I concur with Goddard that looking at something like mutli year changes in solar flux due to solar cycles would be more productive.
Grizzled,
How hot do you think it would get in the desert, if the sun stayed up high in the sky for 30 hours instead of just 8? Maybe 90C?
You can’t draw any conclusions about sensitivity until the system gets closer to equilibrium. I’ve fried eggs on top of Coleman coolers in the desert.
Tonyb
Regarding Oliver. He’s got his own Headline/Blog and Comments thread regarding his Neutron Star surrounded by an Iron casing theory of the center of the sun. Check it out. it’s very interesting. Don’t know why he wouldn’t listen to Anthony.

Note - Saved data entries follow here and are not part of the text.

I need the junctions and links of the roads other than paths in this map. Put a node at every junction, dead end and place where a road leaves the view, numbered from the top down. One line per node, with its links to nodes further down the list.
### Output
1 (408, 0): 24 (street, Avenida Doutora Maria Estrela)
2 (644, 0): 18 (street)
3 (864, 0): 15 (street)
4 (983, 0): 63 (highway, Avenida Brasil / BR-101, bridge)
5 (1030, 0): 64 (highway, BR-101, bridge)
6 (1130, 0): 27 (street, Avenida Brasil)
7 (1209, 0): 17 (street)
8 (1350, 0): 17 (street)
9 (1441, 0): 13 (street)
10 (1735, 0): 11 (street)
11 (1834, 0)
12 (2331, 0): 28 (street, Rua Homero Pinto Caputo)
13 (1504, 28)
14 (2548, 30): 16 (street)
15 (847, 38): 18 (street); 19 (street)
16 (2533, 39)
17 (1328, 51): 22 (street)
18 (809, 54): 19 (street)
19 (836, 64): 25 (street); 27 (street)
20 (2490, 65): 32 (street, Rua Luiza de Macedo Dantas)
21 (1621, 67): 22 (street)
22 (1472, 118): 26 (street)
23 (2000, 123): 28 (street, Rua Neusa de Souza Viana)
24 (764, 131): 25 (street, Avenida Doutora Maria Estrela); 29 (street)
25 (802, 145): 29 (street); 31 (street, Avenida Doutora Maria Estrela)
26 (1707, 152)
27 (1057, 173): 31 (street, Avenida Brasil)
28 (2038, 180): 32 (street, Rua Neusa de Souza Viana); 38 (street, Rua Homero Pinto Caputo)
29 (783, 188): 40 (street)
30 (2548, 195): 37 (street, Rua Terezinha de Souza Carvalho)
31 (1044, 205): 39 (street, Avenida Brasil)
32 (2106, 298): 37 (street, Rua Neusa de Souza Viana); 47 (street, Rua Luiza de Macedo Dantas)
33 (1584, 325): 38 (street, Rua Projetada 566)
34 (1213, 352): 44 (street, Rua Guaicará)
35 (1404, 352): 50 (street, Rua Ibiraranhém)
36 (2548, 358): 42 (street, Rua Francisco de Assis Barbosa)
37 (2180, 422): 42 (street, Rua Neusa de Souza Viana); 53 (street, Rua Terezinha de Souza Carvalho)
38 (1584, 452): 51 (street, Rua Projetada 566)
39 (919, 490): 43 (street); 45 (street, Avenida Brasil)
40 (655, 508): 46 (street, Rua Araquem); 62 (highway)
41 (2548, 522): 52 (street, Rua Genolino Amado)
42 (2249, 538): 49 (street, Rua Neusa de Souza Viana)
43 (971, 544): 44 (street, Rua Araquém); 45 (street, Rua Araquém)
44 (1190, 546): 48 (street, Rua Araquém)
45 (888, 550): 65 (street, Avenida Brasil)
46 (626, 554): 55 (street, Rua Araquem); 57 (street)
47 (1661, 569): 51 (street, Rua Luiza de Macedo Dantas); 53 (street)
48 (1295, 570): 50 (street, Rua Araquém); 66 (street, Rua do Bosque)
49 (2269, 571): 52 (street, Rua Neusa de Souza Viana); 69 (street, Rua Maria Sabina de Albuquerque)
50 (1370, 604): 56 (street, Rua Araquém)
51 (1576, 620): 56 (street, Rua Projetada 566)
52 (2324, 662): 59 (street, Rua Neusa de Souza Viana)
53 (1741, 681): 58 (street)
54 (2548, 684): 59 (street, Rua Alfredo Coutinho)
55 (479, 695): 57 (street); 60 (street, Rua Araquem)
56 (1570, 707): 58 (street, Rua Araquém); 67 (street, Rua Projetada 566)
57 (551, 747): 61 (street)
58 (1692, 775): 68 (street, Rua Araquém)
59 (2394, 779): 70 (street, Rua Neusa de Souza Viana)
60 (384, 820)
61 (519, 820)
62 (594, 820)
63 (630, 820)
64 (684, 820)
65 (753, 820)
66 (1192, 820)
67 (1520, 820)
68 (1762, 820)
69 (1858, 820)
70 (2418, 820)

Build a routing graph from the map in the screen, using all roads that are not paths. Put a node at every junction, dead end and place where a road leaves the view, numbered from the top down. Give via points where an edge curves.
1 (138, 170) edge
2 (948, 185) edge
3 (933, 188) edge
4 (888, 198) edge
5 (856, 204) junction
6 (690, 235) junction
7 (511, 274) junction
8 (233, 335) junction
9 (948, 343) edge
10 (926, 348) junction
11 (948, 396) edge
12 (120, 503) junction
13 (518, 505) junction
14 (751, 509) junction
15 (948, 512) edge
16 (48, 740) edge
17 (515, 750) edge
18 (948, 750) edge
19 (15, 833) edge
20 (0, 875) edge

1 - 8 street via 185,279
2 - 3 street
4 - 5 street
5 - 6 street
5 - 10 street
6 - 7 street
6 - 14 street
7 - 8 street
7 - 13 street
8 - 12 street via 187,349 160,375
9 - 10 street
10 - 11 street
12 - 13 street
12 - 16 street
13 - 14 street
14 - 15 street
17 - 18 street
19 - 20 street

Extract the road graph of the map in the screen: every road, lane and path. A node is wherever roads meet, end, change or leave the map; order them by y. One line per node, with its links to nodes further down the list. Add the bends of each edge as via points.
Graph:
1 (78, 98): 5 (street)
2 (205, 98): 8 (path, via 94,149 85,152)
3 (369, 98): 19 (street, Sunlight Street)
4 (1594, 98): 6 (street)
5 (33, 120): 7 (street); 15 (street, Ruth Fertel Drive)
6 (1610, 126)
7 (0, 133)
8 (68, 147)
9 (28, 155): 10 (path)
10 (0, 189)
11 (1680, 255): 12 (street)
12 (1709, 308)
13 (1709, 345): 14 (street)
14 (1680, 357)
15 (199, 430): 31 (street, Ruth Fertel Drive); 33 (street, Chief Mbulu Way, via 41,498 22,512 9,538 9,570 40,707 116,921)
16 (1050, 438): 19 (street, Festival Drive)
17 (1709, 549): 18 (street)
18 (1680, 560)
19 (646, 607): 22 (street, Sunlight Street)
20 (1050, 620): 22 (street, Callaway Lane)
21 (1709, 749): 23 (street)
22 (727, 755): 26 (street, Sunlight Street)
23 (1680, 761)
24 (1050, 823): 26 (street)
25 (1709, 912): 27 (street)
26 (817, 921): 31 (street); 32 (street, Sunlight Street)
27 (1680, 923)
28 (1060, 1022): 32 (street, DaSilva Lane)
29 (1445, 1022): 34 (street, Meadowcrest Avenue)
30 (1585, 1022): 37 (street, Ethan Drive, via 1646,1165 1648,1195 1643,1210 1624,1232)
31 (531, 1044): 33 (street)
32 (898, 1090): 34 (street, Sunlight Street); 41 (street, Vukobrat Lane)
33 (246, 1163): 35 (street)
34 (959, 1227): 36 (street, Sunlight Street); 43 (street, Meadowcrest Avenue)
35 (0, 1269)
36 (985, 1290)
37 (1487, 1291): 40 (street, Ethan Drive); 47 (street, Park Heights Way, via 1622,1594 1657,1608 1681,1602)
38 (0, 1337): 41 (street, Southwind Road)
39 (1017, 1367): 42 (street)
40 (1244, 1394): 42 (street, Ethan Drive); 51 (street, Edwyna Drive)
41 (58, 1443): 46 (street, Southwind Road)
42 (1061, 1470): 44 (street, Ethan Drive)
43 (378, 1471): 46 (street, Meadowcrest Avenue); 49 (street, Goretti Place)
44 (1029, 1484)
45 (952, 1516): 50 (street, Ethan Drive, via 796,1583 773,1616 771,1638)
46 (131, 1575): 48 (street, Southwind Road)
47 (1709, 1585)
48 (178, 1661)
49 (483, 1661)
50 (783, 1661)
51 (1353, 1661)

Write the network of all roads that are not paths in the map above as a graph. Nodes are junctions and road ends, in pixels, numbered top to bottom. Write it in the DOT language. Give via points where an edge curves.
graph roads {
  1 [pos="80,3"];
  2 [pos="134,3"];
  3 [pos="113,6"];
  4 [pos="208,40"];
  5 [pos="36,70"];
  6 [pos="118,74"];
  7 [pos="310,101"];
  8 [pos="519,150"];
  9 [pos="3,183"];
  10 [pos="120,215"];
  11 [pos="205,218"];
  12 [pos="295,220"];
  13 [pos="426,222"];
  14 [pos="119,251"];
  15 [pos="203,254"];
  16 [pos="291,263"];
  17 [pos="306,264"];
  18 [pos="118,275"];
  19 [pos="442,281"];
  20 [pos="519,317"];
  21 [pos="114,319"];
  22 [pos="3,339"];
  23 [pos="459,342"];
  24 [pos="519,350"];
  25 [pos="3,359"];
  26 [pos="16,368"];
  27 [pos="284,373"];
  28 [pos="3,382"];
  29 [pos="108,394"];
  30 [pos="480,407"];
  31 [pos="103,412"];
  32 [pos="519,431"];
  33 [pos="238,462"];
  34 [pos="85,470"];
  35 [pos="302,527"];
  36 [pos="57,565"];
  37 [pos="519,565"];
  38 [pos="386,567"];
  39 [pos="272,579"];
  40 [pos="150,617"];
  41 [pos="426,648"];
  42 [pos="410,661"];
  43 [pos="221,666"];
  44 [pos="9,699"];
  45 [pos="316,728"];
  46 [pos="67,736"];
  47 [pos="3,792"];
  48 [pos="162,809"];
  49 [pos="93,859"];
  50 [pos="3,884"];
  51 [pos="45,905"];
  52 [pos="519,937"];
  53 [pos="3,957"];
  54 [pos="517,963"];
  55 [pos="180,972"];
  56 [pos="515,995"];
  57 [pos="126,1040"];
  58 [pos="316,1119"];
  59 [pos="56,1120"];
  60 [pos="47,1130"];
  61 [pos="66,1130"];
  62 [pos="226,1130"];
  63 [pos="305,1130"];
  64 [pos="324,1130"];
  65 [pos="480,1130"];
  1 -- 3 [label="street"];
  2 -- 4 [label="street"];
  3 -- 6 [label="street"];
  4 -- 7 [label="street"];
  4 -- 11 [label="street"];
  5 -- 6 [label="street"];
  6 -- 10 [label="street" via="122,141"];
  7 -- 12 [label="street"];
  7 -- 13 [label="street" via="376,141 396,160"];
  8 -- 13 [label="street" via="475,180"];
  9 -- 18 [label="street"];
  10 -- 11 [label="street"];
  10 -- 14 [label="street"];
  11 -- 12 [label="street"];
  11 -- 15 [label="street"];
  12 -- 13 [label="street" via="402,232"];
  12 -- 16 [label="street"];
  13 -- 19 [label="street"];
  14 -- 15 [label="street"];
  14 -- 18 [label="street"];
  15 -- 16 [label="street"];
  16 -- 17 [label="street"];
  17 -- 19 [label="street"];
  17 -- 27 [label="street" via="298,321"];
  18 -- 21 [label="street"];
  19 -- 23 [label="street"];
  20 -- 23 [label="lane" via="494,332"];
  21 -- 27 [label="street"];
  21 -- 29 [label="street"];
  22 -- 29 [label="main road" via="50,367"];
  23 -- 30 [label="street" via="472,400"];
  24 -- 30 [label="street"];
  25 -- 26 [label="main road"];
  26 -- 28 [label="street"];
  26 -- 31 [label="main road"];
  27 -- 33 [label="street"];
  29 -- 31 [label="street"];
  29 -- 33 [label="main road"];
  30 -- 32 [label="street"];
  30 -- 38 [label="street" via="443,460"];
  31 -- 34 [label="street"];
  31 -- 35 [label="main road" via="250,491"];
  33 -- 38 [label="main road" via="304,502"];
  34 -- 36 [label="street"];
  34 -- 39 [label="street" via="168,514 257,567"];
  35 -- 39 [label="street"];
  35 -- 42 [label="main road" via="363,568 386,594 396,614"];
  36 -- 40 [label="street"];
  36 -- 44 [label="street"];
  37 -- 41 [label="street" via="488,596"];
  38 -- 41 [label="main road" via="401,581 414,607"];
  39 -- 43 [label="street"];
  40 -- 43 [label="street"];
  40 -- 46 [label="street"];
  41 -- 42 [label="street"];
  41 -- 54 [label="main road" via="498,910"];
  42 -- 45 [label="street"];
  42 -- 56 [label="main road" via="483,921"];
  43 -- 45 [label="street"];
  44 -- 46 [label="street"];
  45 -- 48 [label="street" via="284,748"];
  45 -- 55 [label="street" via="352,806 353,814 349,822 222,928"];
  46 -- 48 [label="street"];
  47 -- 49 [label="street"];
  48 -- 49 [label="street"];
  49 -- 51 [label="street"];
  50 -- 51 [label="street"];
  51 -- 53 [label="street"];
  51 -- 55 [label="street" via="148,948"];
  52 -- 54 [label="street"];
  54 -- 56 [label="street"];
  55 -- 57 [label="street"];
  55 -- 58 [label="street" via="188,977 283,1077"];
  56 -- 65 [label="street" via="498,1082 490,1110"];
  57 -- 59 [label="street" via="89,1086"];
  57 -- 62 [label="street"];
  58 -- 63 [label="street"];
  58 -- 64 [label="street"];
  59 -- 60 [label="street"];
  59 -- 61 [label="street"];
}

http://tallbloke.wordpress.com
Willis
I observe many climatologists to be confused about what is meant by “falsifiable.” As an effect of this confusion has been to base ultra-expensive public policy proposals upon unfalsifiable and thus unscientific climate models, I’d like to dispel their confusion. I hope you won’t be offended if I use a critique of your article as the vehicle for an attempt at doing so.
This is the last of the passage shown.